Gama tidak buang waktu setelah mengantar Aruna. Laki-laki itu mempersilakan tamunya untuk segera beristirahat, sementara Gama sendiri langsung kembali ke indekosnya, tanpa Ashlan dan Ridho. Kamar kosnya kosong, penuh ketenangan. Laki-laki itu menghela napas lega, segera duduk di kasur lalu meraih gitar yang tergeletak di sebelahnya.

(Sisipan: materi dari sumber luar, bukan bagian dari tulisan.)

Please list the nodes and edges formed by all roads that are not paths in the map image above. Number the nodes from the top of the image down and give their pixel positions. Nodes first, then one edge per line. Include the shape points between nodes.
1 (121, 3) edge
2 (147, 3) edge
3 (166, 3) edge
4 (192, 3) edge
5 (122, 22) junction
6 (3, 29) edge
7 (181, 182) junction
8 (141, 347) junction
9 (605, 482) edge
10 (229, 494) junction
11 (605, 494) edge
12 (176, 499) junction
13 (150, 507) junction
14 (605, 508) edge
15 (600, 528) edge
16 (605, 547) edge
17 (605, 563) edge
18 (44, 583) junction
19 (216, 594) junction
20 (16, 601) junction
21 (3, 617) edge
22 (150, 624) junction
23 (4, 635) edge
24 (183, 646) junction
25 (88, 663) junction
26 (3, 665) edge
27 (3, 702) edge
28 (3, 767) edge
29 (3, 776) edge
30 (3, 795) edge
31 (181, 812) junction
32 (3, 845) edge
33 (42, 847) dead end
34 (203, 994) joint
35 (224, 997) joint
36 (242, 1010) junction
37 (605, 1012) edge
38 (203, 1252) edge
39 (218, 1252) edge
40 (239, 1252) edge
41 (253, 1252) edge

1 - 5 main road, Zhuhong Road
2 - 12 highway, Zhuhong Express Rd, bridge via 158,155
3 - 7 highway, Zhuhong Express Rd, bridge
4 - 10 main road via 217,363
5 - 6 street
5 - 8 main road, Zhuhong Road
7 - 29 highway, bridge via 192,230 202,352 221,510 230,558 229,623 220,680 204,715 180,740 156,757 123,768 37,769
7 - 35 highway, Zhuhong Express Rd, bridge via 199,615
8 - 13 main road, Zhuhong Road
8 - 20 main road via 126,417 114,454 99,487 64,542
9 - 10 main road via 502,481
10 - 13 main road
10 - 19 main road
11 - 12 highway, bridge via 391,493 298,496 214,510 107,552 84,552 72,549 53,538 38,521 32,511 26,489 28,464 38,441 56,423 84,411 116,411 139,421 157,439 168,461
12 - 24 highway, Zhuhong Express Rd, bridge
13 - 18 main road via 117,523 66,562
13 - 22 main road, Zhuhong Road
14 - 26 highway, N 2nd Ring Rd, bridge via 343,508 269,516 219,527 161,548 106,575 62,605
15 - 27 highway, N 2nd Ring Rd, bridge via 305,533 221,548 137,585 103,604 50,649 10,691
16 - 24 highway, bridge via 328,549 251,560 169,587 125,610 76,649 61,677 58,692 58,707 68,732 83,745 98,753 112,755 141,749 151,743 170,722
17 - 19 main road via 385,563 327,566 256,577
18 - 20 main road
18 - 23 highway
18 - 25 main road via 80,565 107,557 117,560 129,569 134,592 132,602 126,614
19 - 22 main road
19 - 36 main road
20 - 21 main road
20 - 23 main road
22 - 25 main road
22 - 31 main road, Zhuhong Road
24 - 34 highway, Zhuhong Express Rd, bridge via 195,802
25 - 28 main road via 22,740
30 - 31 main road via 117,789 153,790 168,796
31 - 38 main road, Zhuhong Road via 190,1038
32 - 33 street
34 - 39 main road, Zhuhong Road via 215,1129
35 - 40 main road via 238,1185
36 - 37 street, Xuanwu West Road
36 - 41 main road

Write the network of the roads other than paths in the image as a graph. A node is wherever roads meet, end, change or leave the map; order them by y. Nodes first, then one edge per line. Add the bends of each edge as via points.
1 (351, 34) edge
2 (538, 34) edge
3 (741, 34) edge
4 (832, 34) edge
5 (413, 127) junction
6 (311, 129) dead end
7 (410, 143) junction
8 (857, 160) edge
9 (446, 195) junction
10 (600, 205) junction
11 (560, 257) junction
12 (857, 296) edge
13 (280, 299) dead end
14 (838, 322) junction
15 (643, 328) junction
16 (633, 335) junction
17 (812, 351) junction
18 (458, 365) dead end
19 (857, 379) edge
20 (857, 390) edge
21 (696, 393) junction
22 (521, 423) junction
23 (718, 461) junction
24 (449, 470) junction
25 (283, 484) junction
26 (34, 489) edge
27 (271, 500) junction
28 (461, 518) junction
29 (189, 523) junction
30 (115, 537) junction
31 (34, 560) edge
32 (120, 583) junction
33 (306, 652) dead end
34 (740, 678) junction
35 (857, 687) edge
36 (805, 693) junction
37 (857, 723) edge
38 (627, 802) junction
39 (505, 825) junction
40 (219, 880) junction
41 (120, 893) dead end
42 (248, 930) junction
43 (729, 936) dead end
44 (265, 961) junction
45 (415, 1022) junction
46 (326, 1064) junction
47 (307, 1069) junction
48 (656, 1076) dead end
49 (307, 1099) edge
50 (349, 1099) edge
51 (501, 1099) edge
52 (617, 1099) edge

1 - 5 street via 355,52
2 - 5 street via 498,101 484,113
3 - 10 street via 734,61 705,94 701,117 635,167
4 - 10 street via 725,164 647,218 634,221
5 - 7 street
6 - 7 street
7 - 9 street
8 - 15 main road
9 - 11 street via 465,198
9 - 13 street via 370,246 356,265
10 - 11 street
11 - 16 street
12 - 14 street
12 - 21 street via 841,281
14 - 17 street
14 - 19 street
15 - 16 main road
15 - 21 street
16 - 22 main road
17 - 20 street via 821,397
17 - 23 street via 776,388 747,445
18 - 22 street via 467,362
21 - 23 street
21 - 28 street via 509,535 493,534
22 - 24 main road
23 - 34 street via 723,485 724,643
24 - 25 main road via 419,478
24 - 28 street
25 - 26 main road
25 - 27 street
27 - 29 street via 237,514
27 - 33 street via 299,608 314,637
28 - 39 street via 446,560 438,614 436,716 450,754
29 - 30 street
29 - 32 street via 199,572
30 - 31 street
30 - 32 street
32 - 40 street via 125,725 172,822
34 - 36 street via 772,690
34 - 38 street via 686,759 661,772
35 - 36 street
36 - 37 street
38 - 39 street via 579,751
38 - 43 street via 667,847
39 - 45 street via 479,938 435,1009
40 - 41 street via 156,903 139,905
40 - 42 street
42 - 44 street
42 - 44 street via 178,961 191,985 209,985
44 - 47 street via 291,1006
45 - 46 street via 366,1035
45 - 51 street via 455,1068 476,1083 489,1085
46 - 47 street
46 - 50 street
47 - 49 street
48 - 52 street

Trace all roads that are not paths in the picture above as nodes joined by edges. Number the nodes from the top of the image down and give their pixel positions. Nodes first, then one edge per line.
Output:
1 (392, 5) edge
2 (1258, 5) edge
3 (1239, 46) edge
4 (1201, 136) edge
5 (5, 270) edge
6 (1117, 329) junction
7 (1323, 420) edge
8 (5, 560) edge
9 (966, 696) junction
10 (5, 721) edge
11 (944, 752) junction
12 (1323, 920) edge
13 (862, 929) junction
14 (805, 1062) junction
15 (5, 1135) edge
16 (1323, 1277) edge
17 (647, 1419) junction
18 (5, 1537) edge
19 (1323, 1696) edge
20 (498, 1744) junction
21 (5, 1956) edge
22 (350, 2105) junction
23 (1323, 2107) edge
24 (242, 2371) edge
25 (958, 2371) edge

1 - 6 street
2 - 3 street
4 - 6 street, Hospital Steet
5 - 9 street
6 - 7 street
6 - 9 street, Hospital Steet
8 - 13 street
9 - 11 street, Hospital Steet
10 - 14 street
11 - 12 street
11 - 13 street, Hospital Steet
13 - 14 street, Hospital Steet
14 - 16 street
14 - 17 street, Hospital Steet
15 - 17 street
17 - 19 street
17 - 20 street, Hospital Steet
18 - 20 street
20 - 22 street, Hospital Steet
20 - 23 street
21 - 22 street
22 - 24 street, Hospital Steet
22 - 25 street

Satu dua nada dari petikan jarinya pada senar terdengar pelan kala otaknya masih sibuk dan penuh dengan nama Aruna. Gama mendadak jadi orang paling bahagia di seantero jagat. Rasa-rasanya seperti ia baru saja jatuh cinta. Segala sesuatunya terasa begitu indah. Betapa semesta sukses mengemas cerita cintanya di balik kata sederhana. Persis seperti namanya sendiri yang pernah ia diskusikan dengan Aruna. Gama Adi Prasaja, artinya adalah perjalanan indah yang sederhana. Kata Aruna, nama itu sangat menggambarkan dirinya. Suara Aruna yang mendiktekan hal itu benar-benar melekat pada benaknya.
Gama mengembuskan napas pelan. Ia mengistirahatkan kedua tangannya di atas badan gitar, lalu dagunya bertumpu. Senyumnya sekali lagi mengembang. Memorinya memutar lagi suara Aruna yang selalu disukainya. Gama sudah rindu lagi dengannya!
“Gam, punten!”
Selain panggilan dari suara yang tidak asing itu, Gama mendengar pintu kamar kosnya diketuk. Itu suara Dodit, anak Teknik Geofisika yang seangkatan dengannya. Kamar kosnya berada tepat di sebelahnya. Hubungan mereka tidak terlalu dekat, tapi tidak jauh juga, sebab keduanya sering nongkrong di tempat yang sama: Monumen Kubus di depan ITB.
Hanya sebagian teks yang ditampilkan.